* **WHAT YOU SHOULD DO**:
Search the records for lines that contain the word "CURRENCY". Copy them all.

*** RECORDS PROVIDED ***

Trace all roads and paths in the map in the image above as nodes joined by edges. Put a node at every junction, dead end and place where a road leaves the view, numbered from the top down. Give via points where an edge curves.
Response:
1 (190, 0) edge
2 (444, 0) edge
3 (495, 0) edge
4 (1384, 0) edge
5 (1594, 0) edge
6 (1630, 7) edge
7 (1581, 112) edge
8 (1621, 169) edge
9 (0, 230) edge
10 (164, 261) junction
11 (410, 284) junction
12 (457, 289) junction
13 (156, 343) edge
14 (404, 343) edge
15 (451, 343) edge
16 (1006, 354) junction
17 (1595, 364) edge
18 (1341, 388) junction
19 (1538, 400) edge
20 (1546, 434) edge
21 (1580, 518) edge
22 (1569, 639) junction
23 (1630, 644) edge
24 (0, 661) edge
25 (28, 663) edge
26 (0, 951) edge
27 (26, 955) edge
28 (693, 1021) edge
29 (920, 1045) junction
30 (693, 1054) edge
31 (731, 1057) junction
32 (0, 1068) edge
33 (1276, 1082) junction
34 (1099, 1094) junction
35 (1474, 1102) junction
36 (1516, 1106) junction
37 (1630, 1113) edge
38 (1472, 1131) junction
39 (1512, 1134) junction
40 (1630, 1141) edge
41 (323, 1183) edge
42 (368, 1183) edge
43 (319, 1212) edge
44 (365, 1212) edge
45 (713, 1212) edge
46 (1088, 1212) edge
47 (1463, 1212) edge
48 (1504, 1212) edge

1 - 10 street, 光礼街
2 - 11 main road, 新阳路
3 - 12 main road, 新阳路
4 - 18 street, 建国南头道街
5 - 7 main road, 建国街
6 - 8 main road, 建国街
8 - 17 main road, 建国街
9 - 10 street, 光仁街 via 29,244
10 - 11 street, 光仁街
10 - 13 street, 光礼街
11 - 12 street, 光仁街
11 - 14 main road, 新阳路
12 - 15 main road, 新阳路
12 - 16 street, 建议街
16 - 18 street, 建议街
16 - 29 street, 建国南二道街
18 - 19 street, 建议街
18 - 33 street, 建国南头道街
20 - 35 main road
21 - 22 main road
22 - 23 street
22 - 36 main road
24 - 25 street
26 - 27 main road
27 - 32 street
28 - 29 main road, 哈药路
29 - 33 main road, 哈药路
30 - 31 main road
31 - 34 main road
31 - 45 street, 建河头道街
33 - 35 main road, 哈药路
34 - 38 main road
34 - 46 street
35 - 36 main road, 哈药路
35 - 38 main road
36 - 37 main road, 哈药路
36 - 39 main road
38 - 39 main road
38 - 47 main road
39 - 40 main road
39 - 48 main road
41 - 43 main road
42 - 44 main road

*** End of RECORDS PROVIDED ***
*** RECORDS PROVIDED ***

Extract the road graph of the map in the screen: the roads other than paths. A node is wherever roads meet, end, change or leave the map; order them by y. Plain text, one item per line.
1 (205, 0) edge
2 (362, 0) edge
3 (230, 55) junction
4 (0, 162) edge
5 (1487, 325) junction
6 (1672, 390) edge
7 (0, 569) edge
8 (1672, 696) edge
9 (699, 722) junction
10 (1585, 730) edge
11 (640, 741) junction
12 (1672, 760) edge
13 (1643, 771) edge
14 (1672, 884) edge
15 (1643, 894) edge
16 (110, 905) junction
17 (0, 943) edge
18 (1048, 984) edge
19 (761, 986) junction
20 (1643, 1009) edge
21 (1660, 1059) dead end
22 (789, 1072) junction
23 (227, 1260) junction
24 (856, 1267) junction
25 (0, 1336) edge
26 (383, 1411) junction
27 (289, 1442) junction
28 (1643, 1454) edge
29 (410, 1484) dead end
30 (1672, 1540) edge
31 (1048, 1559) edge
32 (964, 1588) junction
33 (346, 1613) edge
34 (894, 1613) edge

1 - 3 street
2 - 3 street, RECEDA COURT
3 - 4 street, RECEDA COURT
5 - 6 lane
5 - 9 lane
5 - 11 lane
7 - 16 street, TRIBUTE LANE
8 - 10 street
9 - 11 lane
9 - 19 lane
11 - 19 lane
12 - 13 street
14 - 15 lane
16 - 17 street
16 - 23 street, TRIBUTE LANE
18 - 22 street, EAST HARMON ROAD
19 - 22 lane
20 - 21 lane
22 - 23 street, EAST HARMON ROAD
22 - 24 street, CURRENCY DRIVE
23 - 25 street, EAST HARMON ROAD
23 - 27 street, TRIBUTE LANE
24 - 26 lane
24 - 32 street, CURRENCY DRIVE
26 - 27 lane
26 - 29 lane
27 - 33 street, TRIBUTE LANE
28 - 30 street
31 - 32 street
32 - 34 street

*** End of RECORDS PROVIDED ***

* **RESPONSE FOR THIS EXERCISE**:
22 - 24 street, CURRENCY DRIVE
24 - 32 street, CURRENCY DRIVE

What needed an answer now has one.